Berlin. Seit die Ampel an der Macht ist, hat sich die Welt verändert. Der Gemeindebund hält daher Änderungen am Koalitionsvertrags für nötig.

Der Städte- und Gemeindebund hat die Ampel-Koalition zu einer Überarbeitung des Koalitionsvertrags aufgefordert. „Vor dem Hintergrund der Zeitenwende mit dem Krieg in der Ukraine, dem Klimawandel, der Klimaanpassung und den Migrationsbewegungen steht unser Land vor riesigen Herausforderungen“, sagte Hauptgeschäftsführer Gerd Landsberg dieser Redaktion. Daher sei es notwendig, „den Koalitionsvertrag, der vor der Zeitenwende vereinbart wurde, zu überarbeiten und die Ziele zu priorisieren“.

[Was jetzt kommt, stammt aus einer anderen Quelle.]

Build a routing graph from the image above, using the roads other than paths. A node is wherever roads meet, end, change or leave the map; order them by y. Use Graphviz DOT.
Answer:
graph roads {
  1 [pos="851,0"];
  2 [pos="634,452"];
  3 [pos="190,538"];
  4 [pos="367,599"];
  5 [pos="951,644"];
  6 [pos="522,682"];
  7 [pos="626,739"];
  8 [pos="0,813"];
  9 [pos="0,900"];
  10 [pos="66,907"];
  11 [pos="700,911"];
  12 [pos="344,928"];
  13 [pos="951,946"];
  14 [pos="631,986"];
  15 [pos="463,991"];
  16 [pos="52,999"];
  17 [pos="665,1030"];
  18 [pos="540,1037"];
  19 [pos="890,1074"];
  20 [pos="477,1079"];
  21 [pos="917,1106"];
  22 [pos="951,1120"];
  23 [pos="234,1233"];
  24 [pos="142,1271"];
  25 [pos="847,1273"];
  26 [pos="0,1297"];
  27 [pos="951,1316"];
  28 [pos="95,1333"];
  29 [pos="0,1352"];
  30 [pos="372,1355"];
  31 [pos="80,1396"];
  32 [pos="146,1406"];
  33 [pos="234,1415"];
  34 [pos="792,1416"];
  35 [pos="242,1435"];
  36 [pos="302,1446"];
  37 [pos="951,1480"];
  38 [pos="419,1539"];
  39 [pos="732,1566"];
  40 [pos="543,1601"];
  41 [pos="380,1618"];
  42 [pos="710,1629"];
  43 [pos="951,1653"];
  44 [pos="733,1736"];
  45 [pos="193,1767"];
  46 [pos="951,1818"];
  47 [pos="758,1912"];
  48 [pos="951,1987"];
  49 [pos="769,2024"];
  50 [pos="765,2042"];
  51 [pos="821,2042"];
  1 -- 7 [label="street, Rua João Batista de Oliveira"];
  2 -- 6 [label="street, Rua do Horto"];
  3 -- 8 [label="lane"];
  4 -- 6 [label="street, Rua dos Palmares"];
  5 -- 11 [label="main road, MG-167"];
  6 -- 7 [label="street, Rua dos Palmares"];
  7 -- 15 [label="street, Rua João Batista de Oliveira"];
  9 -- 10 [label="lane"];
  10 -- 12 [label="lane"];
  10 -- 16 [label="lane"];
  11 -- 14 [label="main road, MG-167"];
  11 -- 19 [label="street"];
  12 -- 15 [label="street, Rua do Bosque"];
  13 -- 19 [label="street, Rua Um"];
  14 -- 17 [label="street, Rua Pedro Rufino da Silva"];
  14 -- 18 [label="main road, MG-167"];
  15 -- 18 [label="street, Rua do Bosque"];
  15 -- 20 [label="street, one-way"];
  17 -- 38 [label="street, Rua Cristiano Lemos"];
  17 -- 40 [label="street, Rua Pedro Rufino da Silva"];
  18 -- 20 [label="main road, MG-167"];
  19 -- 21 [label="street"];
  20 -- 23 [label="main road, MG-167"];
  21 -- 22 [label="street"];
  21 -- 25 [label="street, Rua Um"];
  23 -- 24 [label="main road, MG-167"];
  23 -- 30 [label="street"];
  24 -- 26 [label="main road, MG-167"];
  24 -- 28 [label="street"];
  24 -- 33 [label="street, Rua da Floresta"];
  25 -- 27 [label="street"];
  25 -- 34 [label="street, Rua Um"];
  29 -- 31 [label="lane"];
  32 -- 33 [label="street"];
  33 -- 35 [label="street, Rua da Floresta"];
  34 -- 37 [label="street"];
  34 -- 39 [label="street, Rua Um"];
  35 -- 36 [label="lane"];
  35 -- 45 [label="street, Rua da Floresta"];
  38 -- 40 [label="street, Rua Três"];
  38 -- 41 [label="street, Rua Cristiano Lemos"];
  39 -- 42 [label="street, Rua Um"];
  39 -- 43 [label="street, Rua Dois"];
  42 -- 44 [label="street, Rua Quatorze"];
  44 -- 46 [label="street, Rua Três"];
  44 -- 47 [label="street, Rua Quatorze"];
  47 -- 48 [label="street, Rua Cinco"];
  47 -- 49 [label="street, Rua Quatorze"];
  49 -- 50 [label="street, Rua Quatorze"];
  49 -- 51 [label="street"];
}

Zu den notwendigen Änderungen gehöre etwa, „bei der Kindergrundsicherung den Schwerpunkt auf Investitionen in gute Schulen, eine gute Kinderbetreuung und entsprechende Ganztagsangebote zu legen“, so Landsberg. Die Formel „mehr Geld gleich bessere Bildungschancen“ habe bereits in den vergangenen Jahrzehnten nicht funktioniert. Der Hauptgeschäftsführer betonte: „Nachdem der Staat Milliarden für die Gas- und Strompreisbremse investiert und die Staatsverschuldung mit über 2,3 Billionen Euro einen Höchststand erreicht hat, wird nicht alles, was wünschenswert ist, auch realisierbar sein.“

Gemeinde- und Städtebund: Korrekturen bei der Wärmewende nötig

Landsberg mahnte zugleich Korrekturen bei der geplanten Wärmewende an. „Am meisten würde für den Klimaschutz erreicht, wenn zunächst die ältesten Heizungen und die Heizungen in den größten Gebäuden ausgetauscht würden und dafür die entsprechenden Mittel bereitstünden“, sagte er. Mit ihren 180.000 Gebäuden – Schulen, Kindergärten, Verwaltungsgebäude, Krankenhäuser – würden den Kommunen eine Schlüsselrolle zukommen. „Das kann allerdings nur funktionieren, wenn insbesondere finanzschwachen Kommunen entsprechende Investitionen ermöglicht werden.“

Gerd Landsberg ist Hauptgeschäftsführer des Deutschen Städte- und Gemeindebundes.
Gerd Landsberg ist Hauptgeschäftsführer des Deutschen Städte- und Gemeindebundes. © Britta Pedersen/dpa

Der kommunale Spitzenvertreter warnte zudem davor, die Menschen bei der Wärmewende ständig durch neue Verbote oder Gebote verunsichern. Zum notwendigen Realitätssinn gehöre auch eine genaue Prüfung, „welche Kapazitäten das Sanitärgewerbe überhaupt hat und in welcher Zeit was, wo und wie umgesetzt werden könnte“. Landsberg betonte: „Gerade beim Thema Klimaschutz sollten wir uns bewusst sein, dass Deutschland allein bedauerlicherweise das Klima nicht retten wird, auch wenn es unsere Pflicht ist, mit gutem Beispiel voranzugehen.“

Landsberg fordert "Digitalisierungsschub" – was sich in Deutschland jetzt ändern muss

Darüber hinaus spricht sich der Chef vom Städte- und Gemeindebund für einen Digitalisierungsvorbehalt für alle neuen Gesetze aus. "Jedes neue Gesetz und jede neue Verordnung müssen von vornherein so aufgestellt werden, dass die Verwaltungsabläufe digital dargestellt werden können." Landsberg weiter: "Falls das nicht möglich ist, darf die Norm nicht in Kraft treten." Alle seien in ihren Sonntagsreden für Bürokratieabbau. Gleichzeitig würden immer wieder neue Regeln erlassen, mit der guten Absicht, möglichst in jedem Einzelfall gerecht zu werden.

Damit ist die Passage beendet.